Teppanyaki kelimesini, Japonların “Ocak Başı” olarak nitelendirebiliriz sanıyorum ki. Sıcaklığı 250 dereceye kadar çıkan ocaklarda, seçilen yemeklerin misafirlerin gözü önünde, onlara özel aşçı tarafından pişirildiği bir yöntemin adı Teppanyaki. İşletmenin adındaki Alaturka ise, bu yöntemin bizim yemeklerimize de uyarlandığına işaret ediyor. Mekan, web sayfasından da göreceğiniz üzere, dekorasyon açısından çok ferah ve hoş. İki katlı mekanın özellikle alt katında yer alan VIP salonlar, ses açısından izole edilmiş durumda. Burada arkadaş grubunuzla bir doğum günü kutlaması yapabilir, iş yemekleriniz için müşterilerinizi getirebilirsiniz. Hoşumuza giden bir diğer özellik ise yemeklerin pişirildiği sırada üzerinize hiçbir şekilde duman, koku bulaşmıyor olması. Her masada oldukça kuvvetli aspiratörler var ve yemek pişirilirken tüm duman ve koku güçlü bir şekilde uzaklaştırılıyor masadan..
Biz buradaki akşamımızdan, mekandan, tattığımız tüm lezzetlerden ve çalışanların misafirperverliğinden çok memnun ayrılmıştık. Geç de olsa not düşmek istedim buraya 🙂 Benim Uzak Doğu mutfağına ilgimden sebep; belli dostlarımla, belli aralıklarla bu tarz mekanlarda buluşuruz.

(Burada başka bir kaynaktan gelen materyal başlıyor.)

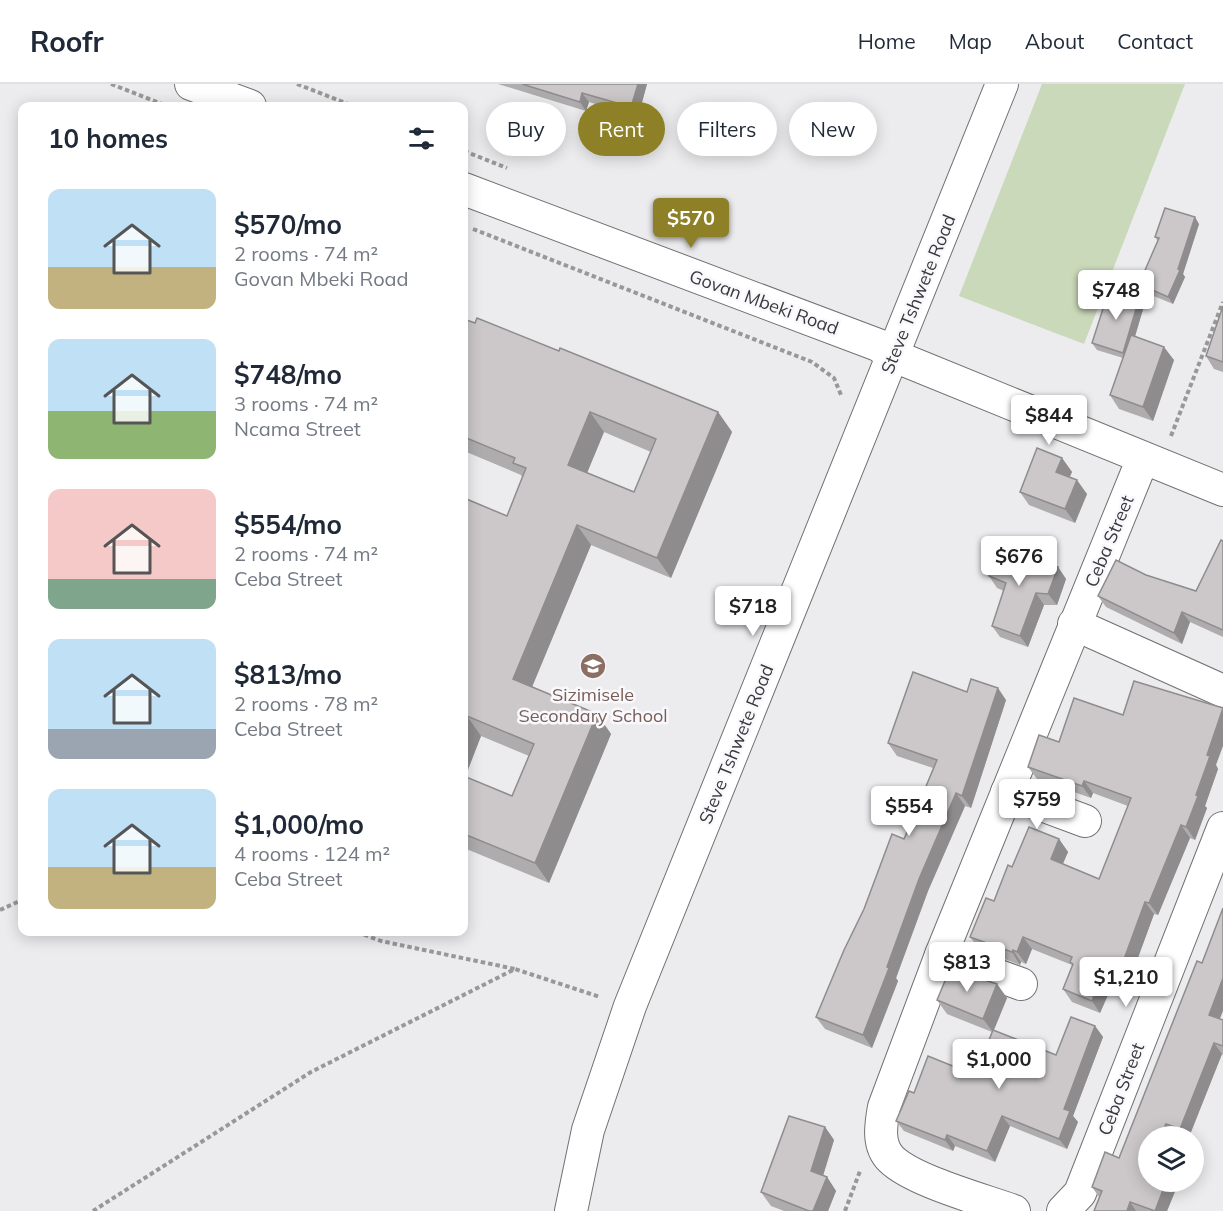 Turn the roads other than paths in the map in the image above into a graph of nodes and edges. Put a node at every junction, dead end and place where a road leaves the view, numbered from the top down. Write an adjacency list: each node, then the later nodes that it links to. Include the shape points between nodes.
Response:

Bir sonraki Ankara durağımız Teppanyaki Alaturka olacak sanırım.
*
Bir başka mekan ise İstanbul’dan. Nevizade’den: İsmi Ney’le Mey’le. Uzun yıllardır Nevizade’ye giderim, gideriz; sevdiğimiz 1-2 mekan var kalıplaşmış. Ney’le Mey’le sevgilimin bildiği, daha önce eşi-dostuyla gittiği bir yer. Benim için bir ilk oldu. Üç katlı, teraslı bir mekan. Teras kısmı çok kalabalık ve uğultulu olduğu için orada yer ayırtmamıza rağmen bir alt kata, orta kata iniyoruz biz. Gitmeden önce mekanı ulu Google’dan taramışım, en iyi mezelerini ve dahi hep merak edip bir türlü tatmadığım bir Ermezi mezesi olan Topik’le övündüklerini öğreniyorum. Orta kata gidip oturduğumuzda saatimiz en çok 19:30’u gösteriyor. Loş ışıkları, derinden gelen Türk Sanat Musikisi parçaları ile beni hemen çekiyor içine mekan. Önden rakılarımız, leziz bir peyaz peynir ve kavun geliyor. Normal şartlarda sevdiğim insanlar da yanımdaysa bu üçü bile yeter bana 🙂 Meze olarak hemen topik istiyoruz. Tatlılı tuzlulu bir tat olduğunu duymuştum. Bana “Ya çok seversin ya nefret edersin” de demişlerdi. Ben tatlılı, egzotik tatlara alışkın olduğum için nefret etmedim, lakin sürekli yemem sanırım. İçerisinde nohut, patates, tahin, bolca tarçın, kuş üzümü, fıstık ve yenibahar var. Arnavut Ciğeri ve Fincan Böreği’ni de kesinlikle tavsiye ederim. Fincan Böreği benim gibi peynire tapınanlar için uzak kalamayacakları bir tat. Fesleğen soslu mezgit ve hardal soslu levrek ise mekanın diğer iki spesiyaliydi. İkisinin de bol zeytinyağlı sosları inanılmaz güzeldi. Bol bol kızarmış ekmek yedirttiğini itiraf etmeliyim. Yalnız, balıklardan levrek biraz sertti, sanırım marinede bekletilmiş; ama istenilen yumuşaklığa henüz ulaşamamıştı. Bütün olarak bakıldığında ben gayet beğendim, keyifle içmeye-demlenmeye-sohbete giderim 🙂
Bir mekan daha var çok sevdiğim. O da bir sonraki yazıya kalsın..
Dilara cım,
Başka bir yeme-içme blogundaki aynı yer ile ilgili yorumumu aynen buraya kopyalıyorum.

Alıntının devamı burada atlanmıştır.